§ **Records to process**:
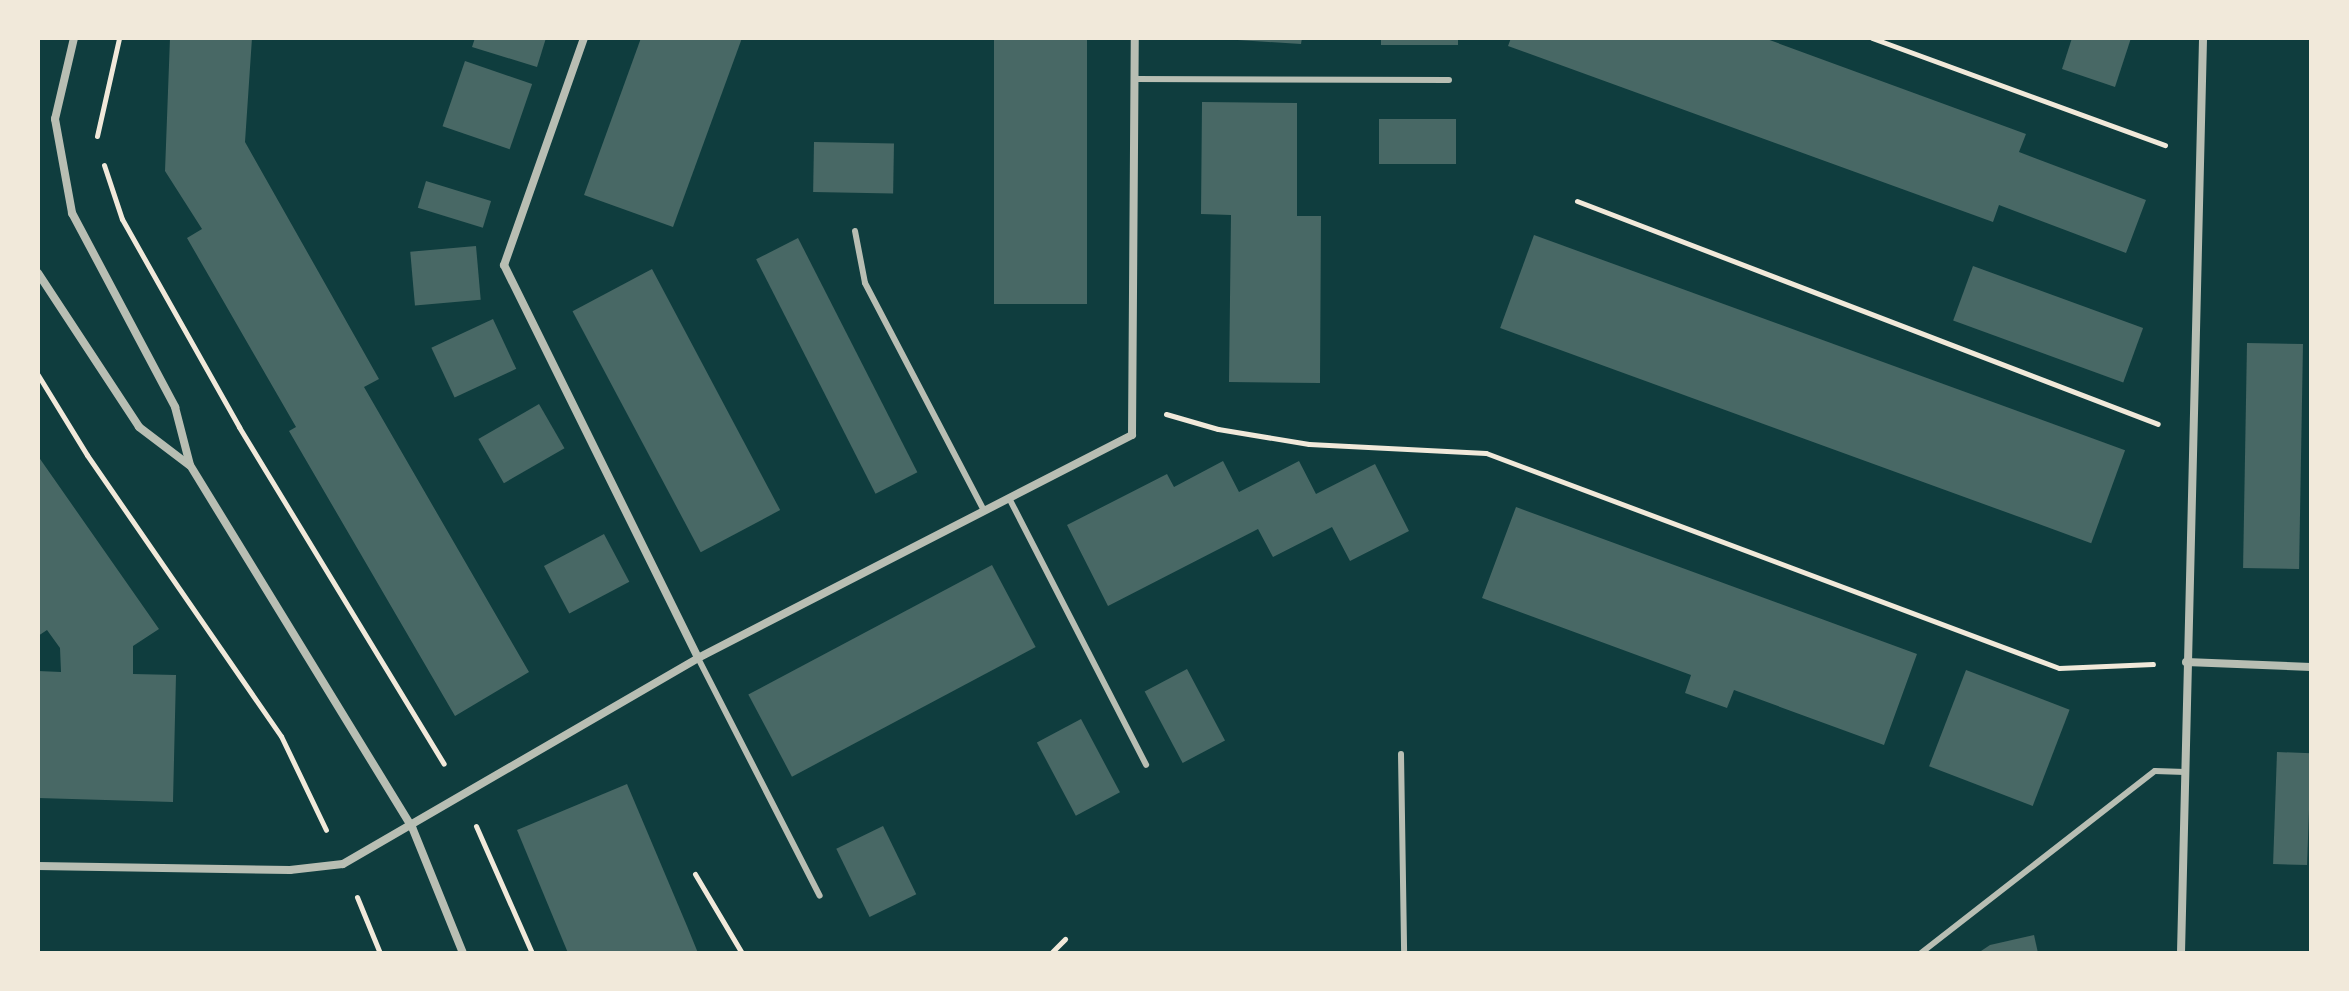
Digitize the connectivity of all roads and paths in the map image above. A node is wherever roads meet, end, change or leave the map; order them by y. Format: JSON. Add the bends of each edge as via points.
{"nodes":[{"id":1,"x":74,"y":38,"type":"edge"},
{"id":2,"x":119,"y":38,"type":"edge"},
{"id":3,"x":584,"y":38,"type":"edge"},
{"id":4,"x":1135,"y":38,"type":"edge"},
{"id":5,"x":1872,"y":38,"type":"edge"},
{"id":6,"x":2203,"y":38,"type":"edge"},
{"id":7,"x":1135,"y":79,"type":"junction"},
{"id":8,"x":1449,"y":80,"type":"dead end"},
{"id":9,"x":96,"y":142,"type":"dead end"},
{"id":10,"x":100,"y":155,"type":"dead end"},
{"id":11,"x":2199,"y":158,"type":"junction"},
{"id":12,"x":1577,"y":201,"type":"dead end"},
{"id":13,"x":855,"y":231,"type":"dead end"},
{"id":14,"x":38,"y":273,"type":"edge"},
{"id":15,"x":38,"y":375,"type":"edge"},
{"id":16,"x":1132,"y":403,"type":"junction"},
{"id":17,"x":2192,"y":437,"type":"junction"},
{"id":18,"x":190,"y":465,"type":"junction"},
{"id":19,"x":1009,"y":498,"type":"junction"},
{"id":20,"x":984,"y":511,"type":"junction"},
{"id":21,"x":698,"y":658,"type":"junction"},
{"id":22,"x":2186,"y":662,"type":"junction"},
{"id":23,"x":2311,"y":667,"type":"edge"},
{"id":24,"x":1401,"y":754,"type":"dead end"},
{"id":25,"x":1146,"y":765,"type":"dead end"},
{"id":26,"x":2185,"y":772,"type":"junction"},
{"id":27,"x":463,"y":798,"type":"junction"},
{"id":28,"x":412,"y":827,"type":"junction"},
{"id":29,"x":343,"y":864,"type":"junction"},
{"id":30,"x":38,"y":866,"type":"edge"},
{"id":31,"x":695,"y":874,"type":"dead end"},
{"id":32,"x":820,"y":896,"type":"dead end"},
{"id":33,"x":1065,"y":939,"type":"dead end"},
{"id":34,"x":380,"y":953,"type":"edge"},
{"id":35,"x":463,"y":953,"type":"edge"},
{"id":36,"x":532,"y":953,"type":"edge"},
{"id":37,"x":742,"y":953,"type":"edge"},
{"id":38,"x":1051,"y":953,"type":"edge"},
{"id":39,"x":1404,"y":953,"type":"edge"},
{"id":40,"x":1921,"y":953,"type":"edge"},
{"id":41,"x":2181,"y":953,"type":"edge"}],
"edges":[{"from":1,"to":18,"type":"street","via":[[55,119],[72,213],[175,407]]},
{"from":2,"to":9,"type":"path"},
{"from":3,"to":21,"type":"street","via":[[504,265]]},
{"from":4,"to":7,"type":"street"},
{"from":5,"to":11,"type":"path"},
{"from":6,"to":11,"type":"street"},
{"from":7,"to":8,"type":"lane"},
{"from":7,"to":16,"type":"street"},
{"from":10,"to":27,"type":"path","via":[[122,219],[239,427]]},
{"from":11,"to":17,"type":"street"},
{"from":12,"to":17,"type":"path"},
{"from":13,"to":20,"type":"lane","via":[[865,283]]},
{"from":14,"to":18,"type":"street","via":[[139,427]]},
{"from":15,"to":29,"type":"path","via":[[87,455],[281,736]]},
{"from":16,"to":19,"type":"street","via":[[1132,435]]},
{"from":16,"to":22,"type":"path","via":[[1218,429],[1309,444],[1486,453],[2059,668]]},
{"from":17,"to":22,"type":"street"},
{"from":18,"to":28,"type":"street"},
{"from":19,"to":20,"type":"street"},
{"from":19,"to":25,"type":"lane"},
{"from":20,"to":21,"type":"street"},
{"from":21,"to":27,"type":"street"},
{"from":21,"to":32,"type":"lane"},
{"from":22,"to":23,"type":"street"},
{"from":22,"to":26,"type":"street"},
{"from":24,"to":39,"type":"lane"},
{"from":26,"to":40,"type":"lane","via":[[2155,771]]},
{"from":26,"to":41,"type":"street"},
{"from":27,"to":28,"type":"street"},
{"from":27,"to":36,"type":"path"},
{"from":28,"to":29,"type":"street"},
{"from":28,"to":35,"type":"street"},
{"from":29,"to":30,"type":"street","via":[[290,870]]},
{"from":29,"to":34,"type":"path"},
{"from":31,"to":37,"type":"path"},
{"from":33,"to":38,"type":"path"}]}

§ **Problem to solve**:
The records are to be returned word for word, without any of their pictures.

§ **Response**:
Digitize the connectivity of all roads and paths in the map image above. A node is wherever roads meet, end, change or leave the map; order them by y. Format: JSON. Add the bends of each edge as via points.
{"nodes":[{"id":1,"x":74,"y":38,"type":"edge"},
{"id":2,"x":119,"y":38,"type":"edge"},
{"id":3,"x":584,"y":38,"type":"edge"},
{"id":4,"x":1135,"y":38,"type":"edge"},
{"id":5,"x":1872,"y":38,"type":"edge"},
{"id":6,"x":2203,"y":38,"type":"edge"},
{"id":7,"x":1135,"y":79,"type":"junction"},
{"id":8,"x":1449,"y":80,"type":"dead end"},
{"id":9,"x":96,"y":142,"type":"dead end"},
{"id":10,"x":100,"y":155,"type":"dead end"},
{"id":11,"x":2199,"y":158,"type":"junction"},
{"id":12,"x":1577,"y":201,"type":"dead end"},
{"id":13,"x":855,"y":231,"type":"dead end"},
{"id":14,"x":38,"y":273,"type":"edge"},
{"id":15,"x":38,"y":375,"type":"edge"},
{"id":16,"x":1132,"y":403,"type":"junction"},
{"id":17,"x":2192,"y":437,"type":"junction"},
{"id":18,"x":190,"y":465,"type":"junction"},
{"id":19,"x":1009,"y":498,"type":"junction"},
{"id":20,"x":984,"y":511,"type":"junction"},
{"id":21,"x":698,"y":658,"type":"junction"},
{"id":22,"x":2186,"y":662,"type":"junction"},
{"id":23,"x":2311,"y":667,"type":"edge"},
{"id":24,"x":1401,"y":754,"type":"dead end"},
{"id":25,"x":1146,"y":765,"type":"dead end"},
{"id":26,"x":2185,"y":772,"type":"junction"},
{"id":27,"x":463,"y":798,"type":"junction"},
{"id":28,"x":412,"y":827,"type":"junction"},
{"id":29,"x":343,"y":864,"type":"junction"},
{"id":30,"x":38,"y":866,"type":"edge"},
{"id":31,"x":695,"y":874,"type":"dead end"},
{"id":32,"x":820,"y":896,"type":"dead end"},
{"id":33,"x":1065,"y":939,"type":"dead end"},
{"id":34,"x":380,"y":953,"type":"edge"},
{"id":35,"x":463,"y":953,"type":"edge"},
{"id":36,"x":532,"y":953,"type":"edge"},
{"id":37,"x":742,"y":953,"type":"edge"},
{"id":38,"x":1051,"y":953,"type":"edge"},
{"id":39,"x":1404,"y":953,"type":"edge"},
{"id":40,"x":1921,"y":953,"type":"edge"},
{"id":41,"x":2181,"y":953,"type":"edge"}],
"edges":[{"from":1,"to":18,"type":"street","via":[[55,119],[72,213],[175,407]]},
{"from":2,"to":9,"type":"path"},
{"from":3,"to":21,"type":"street","via":[[504,265]]},
{"from":4,"to":7,"type":"street"},
{"from":5,"to":11,"type":"path"},
{"from":6,"to":11,"type":"street"},
{"from":7,"to":8,"type":"lane"},
{"from":7,"to":16,"type":"street"},
{"from":10,"to":27,"type":"path","via":[[122,219],[239,427]]},
{"from":11,"to":17,"type":"street"},
{"from":12,"to":17,"type":"path"},
{"from":13,"to":20,"type":"lane","via":[[865,283]]},
{"from":14,"to":18,"type":"street","via":[[139,427]]},
{"from":15,"to":29,"type":"path","via":[[87,455],[281,736]]},
{"from":16,"to":19,"type":"street","via":[[1132,435]]},
{"from":16,"to":22,"type":"path","via":[[1218,429],[1309,444],[1486,453],[2059,668]]},
{"from":17,"to":22,"type":"street"},
{"from":18,"to":28,"type":"street"},
{"from":19,"to":20,"type":"street"},
{"from":19,"to":25,"type":"lane"},
{"from":20,"to":21,"type":"street"},
{"from":21,"to":27,"type":"street"},
{"from":21,"to":32,"type":"lane"},
{"from":22,"to":23,"type":"street"},
{"from":22,"to":26,"type":"street"},
{"from":24,"to":39,"type":"lane"},
{"from":26,"to":40,"type":"lane","via":[[2155,771]]},
{"from":26,"to":41,"type":"street"},
{"from":27,"to":28,"type":"street"},
{"from":27,"to":36,"type":"path"},
{"from":28,"to":29,"type":"street"},
{"from":28,"to":35,"type":"street"},
{"from":29,"to":30,"type":"street","via":[[290,870]]},
{"from":29,"to":34,"type":"path"},
{"from":31,"to":37,"type":"path"},
{"from":33,"to":38,"type":"path"}]}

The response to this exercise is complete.